• Work instructions: Every line of the listing is to be returned exactly as given.

[Start of Attachment]

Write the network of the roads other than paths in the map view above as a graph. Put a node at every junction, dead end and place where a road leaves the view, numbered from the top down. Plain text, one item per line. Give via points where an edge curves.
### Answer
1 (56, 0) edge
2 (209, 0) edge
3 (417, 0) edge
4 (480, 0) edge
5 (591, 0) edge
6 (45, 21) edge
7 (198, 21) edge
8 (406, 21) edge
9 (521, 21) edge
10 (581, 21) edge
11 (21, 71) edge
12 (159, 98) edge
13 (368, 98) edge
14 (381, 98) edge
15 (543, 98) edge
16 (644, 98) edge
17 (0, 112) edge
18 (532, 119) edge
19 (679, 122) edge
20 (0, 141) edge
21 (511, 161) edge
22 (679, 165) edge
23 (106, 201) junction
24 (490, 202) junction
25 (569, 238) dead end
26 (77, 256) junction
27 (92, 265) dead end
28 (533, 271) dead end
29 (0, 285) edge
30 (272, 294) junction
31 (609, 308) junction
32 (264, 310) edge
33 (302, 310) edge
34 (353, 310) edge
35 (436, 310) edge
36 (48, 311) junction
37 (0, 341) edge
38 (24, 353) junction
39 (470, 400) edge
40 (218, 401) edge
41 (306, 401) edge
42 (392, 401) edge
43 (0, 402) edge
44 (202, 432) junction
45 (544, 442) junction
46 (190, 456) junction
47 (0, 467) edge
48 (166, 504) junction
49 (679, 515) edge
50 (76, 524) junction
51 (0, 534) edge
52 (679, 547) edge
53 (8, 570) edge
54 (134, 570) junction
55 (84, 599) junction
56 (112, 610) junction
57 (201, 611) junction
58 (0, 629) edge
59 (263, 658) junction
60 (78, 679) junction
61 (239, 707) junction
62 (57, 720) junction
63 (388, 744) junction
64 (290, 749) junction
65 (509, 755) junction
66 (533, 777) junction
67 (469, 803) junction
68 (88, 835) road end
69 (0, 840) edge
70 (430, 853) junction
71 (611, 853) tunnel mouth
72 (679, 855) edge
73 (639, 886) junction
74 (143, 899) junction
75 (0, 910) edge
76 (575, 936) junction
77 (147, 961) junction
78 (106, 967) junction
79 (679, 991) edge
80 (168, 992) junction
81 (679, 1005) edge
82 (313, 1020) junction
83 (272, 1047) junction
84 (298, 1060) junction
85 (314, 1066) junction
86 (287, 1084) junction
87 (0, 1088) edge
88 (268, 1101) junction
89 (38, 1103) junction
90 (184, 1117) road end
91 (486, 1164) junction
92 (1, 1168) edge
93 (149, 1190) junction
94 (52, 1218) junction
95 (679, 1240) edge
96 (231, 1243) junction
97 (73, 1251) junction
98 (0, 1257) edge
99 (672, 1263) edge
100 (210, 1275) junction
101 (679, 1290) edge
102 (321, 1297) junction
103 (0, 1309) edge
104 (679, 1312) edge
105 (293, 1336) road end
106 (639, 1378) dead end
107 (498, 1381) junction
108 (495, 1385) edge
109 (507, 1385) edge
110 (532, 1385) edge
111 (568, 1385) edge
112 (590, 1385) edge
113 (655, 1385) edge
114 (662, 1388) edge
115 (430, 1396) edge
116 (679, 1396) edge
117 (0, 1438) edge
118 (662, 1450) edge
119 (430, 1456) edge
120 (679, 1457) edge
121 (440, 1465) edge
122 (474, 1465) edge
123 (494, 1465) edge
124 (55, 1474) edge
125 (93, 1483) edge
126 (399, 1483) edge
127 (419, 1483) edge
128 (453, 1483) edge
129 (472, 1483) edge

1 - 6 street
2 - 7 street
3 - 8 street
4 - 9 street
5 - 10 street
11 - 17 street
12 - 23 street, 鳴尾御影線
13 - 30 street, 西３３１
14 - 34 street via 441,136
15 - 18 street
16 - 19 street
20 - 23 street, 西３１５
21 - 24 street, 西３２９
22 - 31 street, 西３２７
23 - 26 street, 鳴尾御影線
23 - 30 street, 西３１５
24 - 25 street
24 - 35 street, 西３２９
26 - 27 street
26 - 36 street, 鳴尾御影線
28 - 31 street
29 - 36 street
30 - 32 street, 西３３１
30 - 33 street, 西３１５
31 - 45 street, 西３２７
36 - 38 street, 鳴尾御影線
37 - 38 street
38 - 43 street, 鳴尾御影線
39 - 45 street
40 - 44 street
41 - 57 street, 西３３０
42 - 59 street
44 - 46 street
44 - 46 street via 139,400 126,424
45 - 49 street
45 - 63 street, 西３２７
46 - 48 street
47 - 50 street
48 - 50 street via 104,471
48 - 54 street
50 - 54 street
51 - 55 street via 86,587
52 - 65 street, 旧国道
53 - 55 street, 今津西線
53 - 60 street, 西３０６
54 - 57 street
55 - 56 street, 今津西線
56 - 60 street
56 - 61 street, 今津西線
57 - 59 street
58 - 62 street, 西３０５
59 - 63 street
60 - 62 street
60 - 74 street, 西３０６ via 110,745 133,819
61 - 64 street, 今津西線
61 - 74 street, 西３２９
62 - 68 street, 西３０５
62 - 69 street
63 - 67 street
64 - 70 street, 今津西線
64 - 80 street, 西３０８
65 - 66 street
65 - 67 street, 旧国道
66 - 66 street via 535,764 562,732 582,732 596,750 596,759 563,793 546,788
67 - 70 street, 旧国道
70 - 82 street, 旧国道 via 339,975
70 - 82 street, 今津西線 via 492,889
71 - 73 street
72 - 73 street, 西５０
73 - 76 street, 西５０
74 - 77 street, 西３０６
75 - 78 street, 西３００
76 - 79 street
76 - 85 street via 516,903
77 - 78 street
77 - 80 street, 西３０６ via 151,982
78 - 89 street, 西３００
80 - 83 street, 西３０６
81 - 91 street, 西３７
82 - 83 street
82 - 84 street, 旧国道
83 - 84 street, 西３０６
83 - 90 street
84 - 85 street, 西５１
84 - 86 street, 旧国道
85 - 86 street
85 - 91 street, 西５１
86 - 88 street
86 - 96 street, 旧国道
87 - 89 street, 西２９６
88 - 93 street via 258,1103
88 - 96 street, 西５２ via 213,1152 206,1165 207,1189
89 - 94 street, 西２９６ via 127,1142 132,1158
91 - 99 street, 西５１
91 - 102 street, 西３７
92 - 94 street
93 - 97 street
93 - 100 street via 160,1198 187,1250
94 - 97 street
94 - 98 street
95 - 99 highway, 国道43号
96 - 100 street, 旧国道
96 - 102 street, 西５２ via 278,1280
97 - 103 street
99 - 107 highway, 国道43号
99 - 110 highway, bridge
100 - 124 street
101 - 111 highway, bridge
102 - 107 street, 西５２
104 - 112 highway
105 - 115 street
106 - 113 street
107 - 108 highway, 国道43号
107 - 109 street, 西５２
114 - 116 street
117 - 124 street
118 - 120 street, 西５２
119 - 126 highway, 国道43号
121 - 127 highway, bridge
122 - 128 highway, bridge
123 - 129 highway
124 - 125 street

[End of Attachment]

• Exercise output:
Write the network of the roads other than paths in the map view above as a graph. Put a node at every junction, dead end and place where a road leaves the view, numbered from the top down. Plain text, one item per line. Give via points where an edge curves.
### Answer
1 (56, 0) edge
2 (209, 0) edge
3 (417, 0) edge
4 (480, 0) edge
5 (591, 0) edge
6 (45, 21) edge
7 (198, 21) edge
8 (406, 21) edge
9 (521, 21) edge
10 (581, 21) edge
11 (21, 71) edge
12 (159, 98) edge
13 (368, 98) edge
14 (381, 98) edge
15 (543, 98) edge
16 (644, 98) edge
17 (0, 112) edge
18 (532, 119) edge
19 (679, 122) edge
20 (0, 141) edge
21 (511, 161) edge
22 (679, 165) edge
23 (106, 201) junction
24 (490, 202) junction
25 (569, 238) dead end
26 (77, 256) junction
27 (92, 265) dead end
28 (533, 271) dead end
29 (0, 285) edge
30 (272, 294) junction
31 (609, 308) junction
32 (264, 310) edge
33 (302, 310) edge
34 (353, 310) edge
35 (436, 310) edge
36 (48, 311) junction
37 (0, 341) edge
38 (24, 353) junction
39 (470, 400) edge
40 (218, 401) edge
41 (306, 401) edge
42 (392, 401) edge
43 (0, 402) edge
44 (202, 432) junction
45 (544, 442) junction
46 (190, 456) junction
47 (0, 467) edge
48 (166, 504) junction
49 (679, 515) edge
50 (76, 524) junction
51 (0, 534) edge
52 (679, 547) edge
53 (8, 570) edge
54 (134, 570) junction
55 (84, 599) junction
56 (112, 610) junction
57 (201, 611) junction
58 (0, 629) edge
59 (263, 658) junction
60 (78, 679) junction
61 (239, 707) junction
62 (57, 720) junction
63 (388, 744) junction
64 (290, 749) junction
65 (509, 755) junction
66 (533, 777) junction
67 (469, 803) junction
68 (88, 835) road end
69 (0, 840) edge
70 (430, 853) junction
71 (611, 853) tunnel mouth
72 (679, 855) edge
73 (639, 886) junction
74 (143, 899) junction
75 (0, 910) edge
76 (575, 936) junction
77 (147, 961) junction
78 (106, 967) junction
79 (679, 991) edge
80 (168, 992) junction
81 (679, 1005) edge
82 (313, 1020) junction
83 (272, 1047) junction
84 (298, 1060) junction
85 (314, 1066) junction
86 (287, 1084) junction
87 (0, 1088) edge
88 (268, 1101) junction
89 (38, 1103) junction
90 (184, 1117) road end
91 (486, 1164) junction
92 (1, 1168) edge
93 (149, 1190) junction
94 (52, 1218) junction
95 (679, 1240) edge
96 (231, 1243) junction
97 (73, 1251) junction
98 (0, 1257) edge
99 (672, 1263) edge
100 (210, 1275) junction
101 (679, 1290) edge
102 (321, 1297) junction
103 (0, 1309) edge
104 (679, 1312) edge
105 (293, 1336) road end
106 (639, 1378) dead end
107 (498, 1381) junction
108 (495, 1385) edge
109 (507, 1385) edge
110 (532, 1385) edge
111 (568, 1385) edge
112 (590, 1385) edge
113 (655, 1385) edge
114 (662, 1388) edge
115 (430, 1396) edge
116 (679, 1396) edge
117 (0, 1438) edge
118 (662, 1450) edge
119 (430, 1456) edge
120 (679, 1457) edge
121 (440, 1465) edge
122 (474, 1465) edge
123 (494, 1465) edge
124 (55, 1474) edge
125 (93, 1483) edge
126 (399, 1483) edge
127 (419, 1483) edge
128 (453, 1483) edge
129 (472, 1483) edge

1 - 6 street
2 - 7 street
3 - 8 street
4 - 9 street
5 - 10 street
11 - 17 street
12 - 23 street, 鳴尾御影線
13 - 30 street, 西３３１
14 - 34 street via 441,136
15 - 18 street
16 - 19 street
20 - 23 street, 西３１５
21 - 24 street, 西３２９
22 - 31 street, 西３２７
23 - 26 street, 鳴尾御影線
23 - 30 street, 西３１５
24 - 25 street
24 - 35 street, 西３２９
26 - 27 street
26 - 36 street, 鳴尾御影線
28 - 31 street
29 - 36 street
30 - 32 street, 西３３１
30 - 33 street, 西３１５
31 - 45 street, 西３２７
36 - 38 street, 鳴尾御影線
37 - 38 street
38 - 43 street, 鳴尾御影線
39 - 45 street
40 - 44 street
41 - 57 street, 西３３０
42 - 59 street
44 - 46 street
44 - 46 street via 139,400 126,424
45 - 49 street
45 - 63 street, 西３２７
46 - 48 street
47 - 50 street
48 - 50 street via 104,471
48 - 54 street
50 - 54 street
51 - 55 street via 86,587
52 - 65 street, 旧国道
53 - 55 street, 今津西線
53 - 60 street, 西３０６
54 - 57 street
55 - 56 street, 今津西線
56 - 60 street
56 - 61 street, 今津西線
57 - 59 street
58 - 62 street, 西３０５
59 - 63 street
60 - 62 street
60 - 74 street, 西３０６ via 110,745 133,819
61 - 64 street, 今津西線
61 - 74 street, 西３２９
62 - 68 street, 西３０５
62 - 69 street
63 - 67 street
64 - 70 street, 今津西線
64 - 80 street, 西３０８
65 - 66 street
65 - 67 street, 旧国道
66 - 66 street via 535,764 562,732 582,732 596,750 596,759 563,793 546,788
67 - 70 street, 旧国道
70 - 82 street, 旧国道 via 339,975
70 - 82 street, 今津西線 via 492,889
71 - 73 street
72 - 73 street, 西５０
73 - 76 street, 西５０
74 - 77 street, 西３０６
75 - 78 street, 西３００
76 - 79 street
76 - 85 street via 516,903
77 - 78 street
77 - 80 street, 西３０６ via 151,982
78 - 89 street, 西３００
80 - 83 street, 西３０６
81 - 91 street, 西３７
82 - 83 street
82 - 84 street, 旧国道
83 - 84 street, 西３０６
83 - 90 street
84 - 85 street, 西５１
84 - 86 street, 旧国道
85 - 86 street
85 - 91 street, 西５１
86 - 88 street
86 - 96 street, 旧国道
87 - 89 street, 西２９６
88 - 93 street via 258,1103
88 - 96 street, 西５２ via 213,1152 206,1165 207,1189
89 - 94 street, 西２９６ via 127,1142 132,1158
91 - 99 street, 西５１
91 - 102 street, 西３７
92 - 94 street
93 - 97 street
93 - 100 street via 160,1198 187,1250
94 - 97 street
94 - 98 street
95 - 99 highway, 国道43号
96 - 100 street, 旧国道
96 - 102 street, 西５２ via 278,1280
97 - 103 street
99 - 107 highway, 国道43号
99 - 110 highway, bridge
100 - 124 street
101 - 111 highway, bridge
102 - 107 street, 西５２
104 - 112 highway
105 - 115 street
106 - 113 street
107 - 108 highway, 国道43号
107 - 109 street, 西５２
114 - 116 street
117 - 124 street
118 - 120 street, 西５２
119 - 126 highway, 国道43号
121 - 127 highway, bridge
122 - 128 highway, bridge
123 - 129 highway
124 - 125 street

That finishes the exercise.